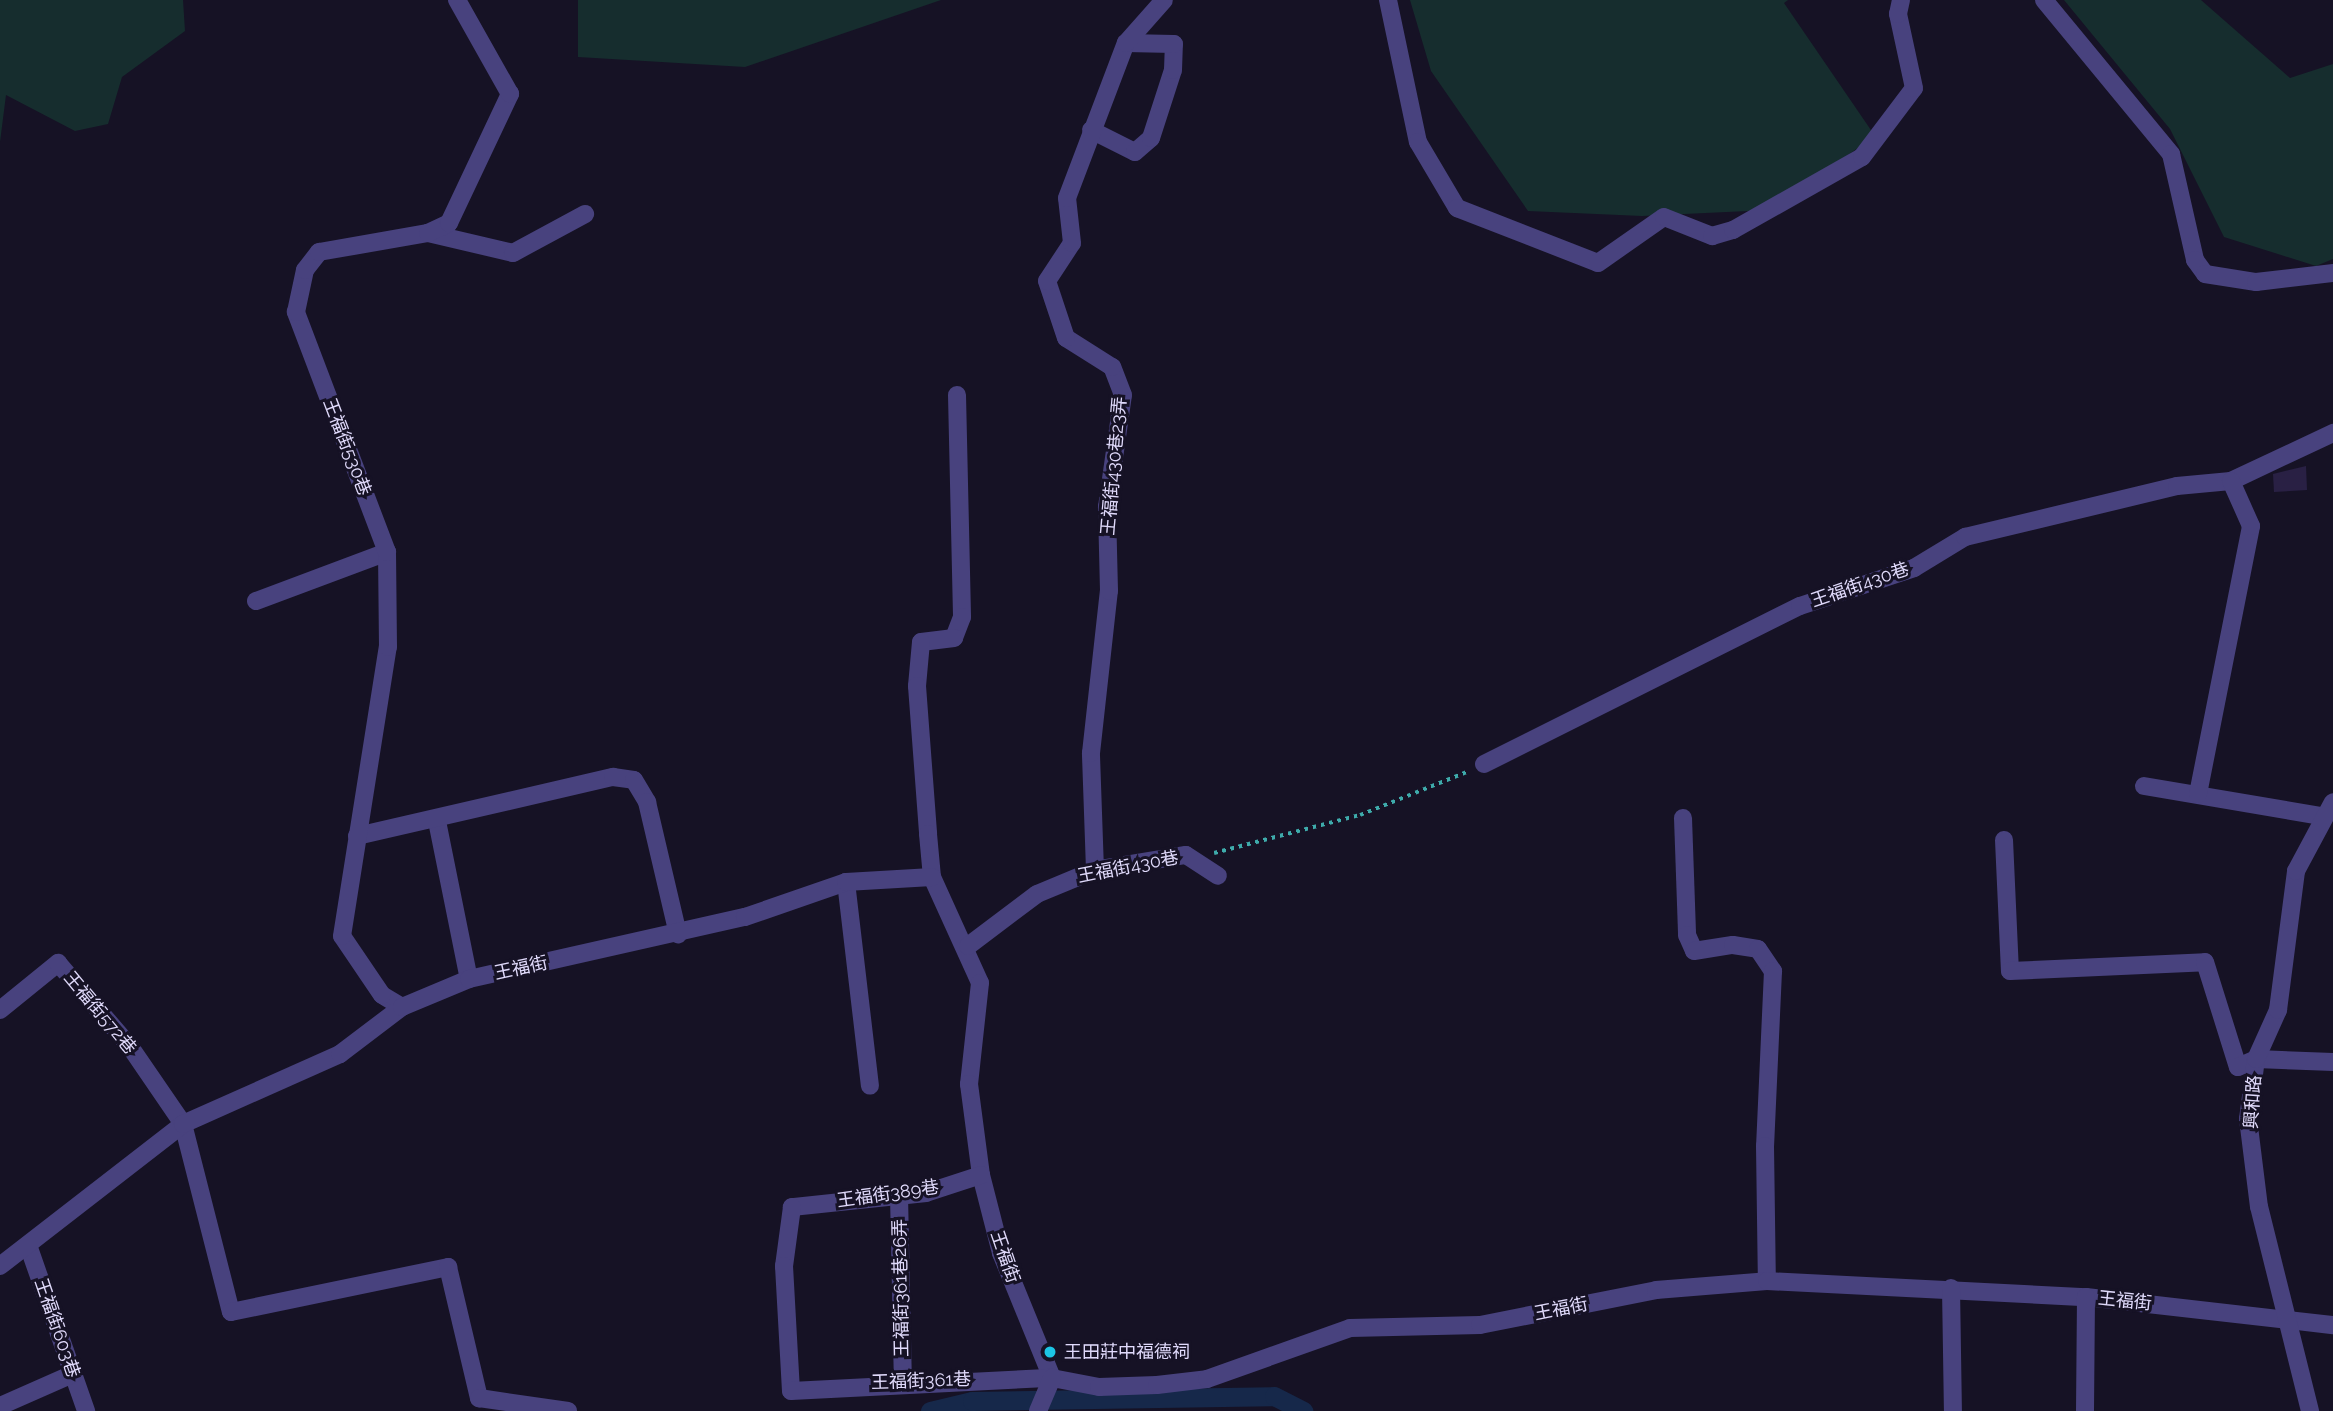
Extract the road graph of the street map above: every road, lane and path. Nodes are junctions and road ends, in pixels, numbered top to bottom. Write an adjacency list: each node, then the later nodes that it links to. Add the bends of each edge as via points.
1 (457, 0): 9 (street, 王福街530巷, via 510,94 449,223)
2 (1164, 0): 6 (street, 王福街430巷23弄)
3 (1388, 0): 4 (street, via 1418,142 1457,208 1598,263 1664,217 1712,236 1733,230 1862,157 1914,88 1898,14)
4 (1901, 0)
5 (2044, 0): 10 (street, via 2171,154 2195,260 2205,274 2256,282)
6 (1126, 43): 7 (street, 王福街430巷23弄); 7 (street, via 1174,44 1173,70 1150,138 1135,152)
7 (1091, 131): 26 (street, 王福街430巷23弄, via 1067,198 1072,243 1047,281 1066,338 1112,367 1122,395 1107,507 1109,592 1091,753)
8 (585, 215): 9 (street, via 513,253)
9 (428, 233): 14 (street, 王福街530巷, via 319,252 299,288 296,312)
10 (2333, 272)
11 (957, 395): 28 (street, via 962,617 954,638 921,642 917,686)
12 (2333, 433): 13 (street, 王福街430巷)
13 (2231, 481): 16 (street, 王福街430巷, via 2177,486 1965,537 1914,568 1800,606); 18 (street, via 2251,526)
14 (387, 552): 15 (street); 23 (street, 王福街530巷, via 388,647)
15 (256, 601)
16 (1484, 764): 25 (path, via 1360,815)
17 (2144, 786): 18 (street)
18 (2198, 794): 20 (street)
19 (2333, 802): 20 (street, 興和路)
20 (2320, 816): 35 (street, 興和路, via 2296,871 2278,1010)
21 (1683, 818): 43 (street, via 1687,935 1694,951 1733,945 1758,949 1773,971 1765,1146)
22 (437, 821): 23 (street); 30 (street, via 613,777 634,780 647,802); 32 (street)
23 (357, 836): 33 (street, 王福街530巷, via 342,936 382,995)
24 (2004, 840): 35 (street, via 2011,971 2206,962 2226,1046 2238,1068)
25 (1193, 858): 26 (street, 王福街430巷, via 1176,855); 27 (street, 王福街430巷)
26 (1095, 870): 31 (street, 王福街430巷, via 1037,894)
27 (1218, 876)
28 (932, 877): 29 (street, 王福街); 31 (street, 王福街)
29 (846, 883): 30 (street, 王福街); 37 (street)
30 (678, 934): 32 (street, 王福街)
31 (968, 946): 39 (street, 王福街, via 980,983 969,1084)
32 (468, 979): 33 (street, 王福街)
33 (402, 1007): 38 (street, 王福街, via 340,1054)
34 (0, 1010): 38 (street, 王福街572巷, via 58,963 131,1048)
35 (2256, 1059): 36 (street); 46 (street, 興和路, via 2248,1119 2259,1207)
36 (2333, 1062)
37 (870, 1086)
38 (183, 1124): 41 (street, 王福街); 54 (street, via 231,1312 448,1267 479,1398)
39 (981, 1175): 40 (street, 王福街389巷); 49 (street, 王福街, via 1001,1253)
40 (899, 1195): 50 (street, 王福街361巷26弄); 51 (street, 王福街389巷, via 792,1207 784,1266)
41 (28, 1245): 42 (street, 王福街); 48 (street, 王福街603巷)
42 (0, 1266)
43 (1767, 1281): 44 (street, 王福街); 49 (street, 王福街, via 1656,1290 1480,1325 1350,1328 1207,1379 1099,1387)
44 (1951, 1288): 45 (street, 王福街); 56 (street)
45 (2086, 1297): 46 (street, 王福街); 57 (street)
46 (2287, 1319): 47 (street, 王福街); 58 (street, 興和路)
47 (2333, 1325)
48 (72, 1374): 52 (street); 53 (street, 王福街603巷)
49 (1052, 1378): 50 (street, 王福街361巷); 55 (street)
50 (903, 1380): 51 (street, 王福街361巷)
51 (792, 1391)
52 (0, 1406)
53 (86, 1411)
54 (568, 1411)
55 (1038, 1411)
56 (1953, 1411)
57 (2085, 1411)
58 (2311, 1411)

● What is expected: Copy out the data verbatim, with no pictures.

● Result of the exercise:
Extract the road graph of the street map above: every road, lane and path. Nodes are junctions and road ends, in pixels, numbered top to bottom. Write an adjacency list: each node, then the later nodes that it links to. Add the bends of each edge as via points.
1 (457, 0): 9 (street, 王福街530巷, via 510,94 449,223)
2 (1164, 0): 6 (street, 王福街430巷23弄)
3 (1388, 0): 4 (street, via 1418,142 1457,208 1598,263 1664,217 1712,236 1733,230 1862,157 1914,88 1898,14)
4 (1901, 0)
5 (2044, 0): 10 (street, via 2171,154 2195,260 2205,274 2256,282)
6 (1126, 43): 7 (street, 王福街430巷23弄); 7 (street, via 1174,44 1173,70 1150,138 1135,152)
7 (1091, 131): 26 (street, 王福街430巷23弄, via 1067,198 1072,243 1047,281 1066,338 1112,367 1122,395 1107,507 1109,592 1091,753)
8 (585, 215): 9 (street, via 513,253)
9 (428, 233): 14 (street, 王福街530巷, via 319,252 299,288 296,312)
10 (2333, 272)
11 (957, 395): 28 (street, via 962,617 954,638 921,642 917,686)
12 (2333, 433): 13 (street, 王福街430巷)
13 (2231, 481): 16 (street, 王福街430巷, via 2177,486 1965,537 1914,568 1800,606); 18 (street, via 2251,526)
14 (387, 552): 15 (street); 23 (street, 王福街530巷, via 388,647)
15 (256, 601)
16 (1484, 764): 25 (path, via 1360,815)
17 (2144, 786): 18 (street)
18 (2198, 794): 20 (street)
19 (2333, 802): 20 (street, 興和路)
20 (2320, 816): 35 (street, 興和路, via 2296,871 2278,1010)
21 (1683, 818): 43 (street, via 1687,935 1694,951 1733,945 1758,949 1773,971 1765,1146)
22 (437, 821): 23 (street); 30 (street, via 613,777 634,780 647,802); 32 (street)
23 (357, 836): 33 (street, 王福街530巷, via 342,936 382,995)
24 (2004, 840): 35 (street, via 2011,971 2206,962 2226,1046 2238,1068)
25 (1193, 858): 26 (street, 王福街430巷, via 1176,855); 27 (street, 王福街430巷)
26 (1095, 870): 31 (street, 王福街430巷, via 1037,894)
27 (1218, 876)
28 (932, 877): 29 (street, 王福街); 31 (street, 王福街)
29 (846, 883): 30 (street, 王福街); 37 (street)
30 (678, 934): 32 (street, 王福街)
31 (968, 946): 39 (street, 王福街, via 980,983 969,1084)
32 (468, 979): 33 (street, 王福街)
33 (402, 1007): 38 (street, 王福街, via 340,1054)
34 (0, 1010): 38 (street, 王福街572巷, via 58,963 131,1048)
35 (2256, 1059): 36 (street); 46 (street, 興和路, via 2248,1119 2259,1207)
36 (2333, 1062)
37 (870, 1086)
38 (183, 1124): 41 (street, 王福街); 54 (street, via 231,1312 448,1267 479,1398)
39 (981, 1175): 40 (street, 王福街389巷); 49 (street, 王福街, via 1001,1253)
40 (899, 1195): 50 (street, 王福街361巷26弄); 51 (street, 王福街389巷, via 792,1207 784,1266)
41 (28, 1245): 42 (street, 王福街); 48 (street, 王福街603巷)
42 (0, 1266)
43 (1767, 1281): 44 (street, 王福街); 49 (street, 王福街, via 1656,1290 1480,1325 1350,1328 1207,1379 1099,1387)
44 (1951, 1288): 45 (street, 王福街); 56 (street)
45 (2086, 1297): 46 (street, 王福街); 57 (street)
46 (2287, 1319): 47 (street, 王福街); 58 (street, 興和路)
47 (2333, 1325)
48 (72, 1374): 52 (street); 53 (street, 王福街603巷)
49 (1052, 1378): 50 (street, 王福街361巷); 55 (street)
50 (903, 1380): 51 (street, 王福街361巷)
51 (792, 1391)
52 (0, 1406)
53 (86, 1411)
54 (568, 1411)
55 (1038, 1411)
56 (1953, 1411)
57 (2085, 1411)
58 (2311, 1411)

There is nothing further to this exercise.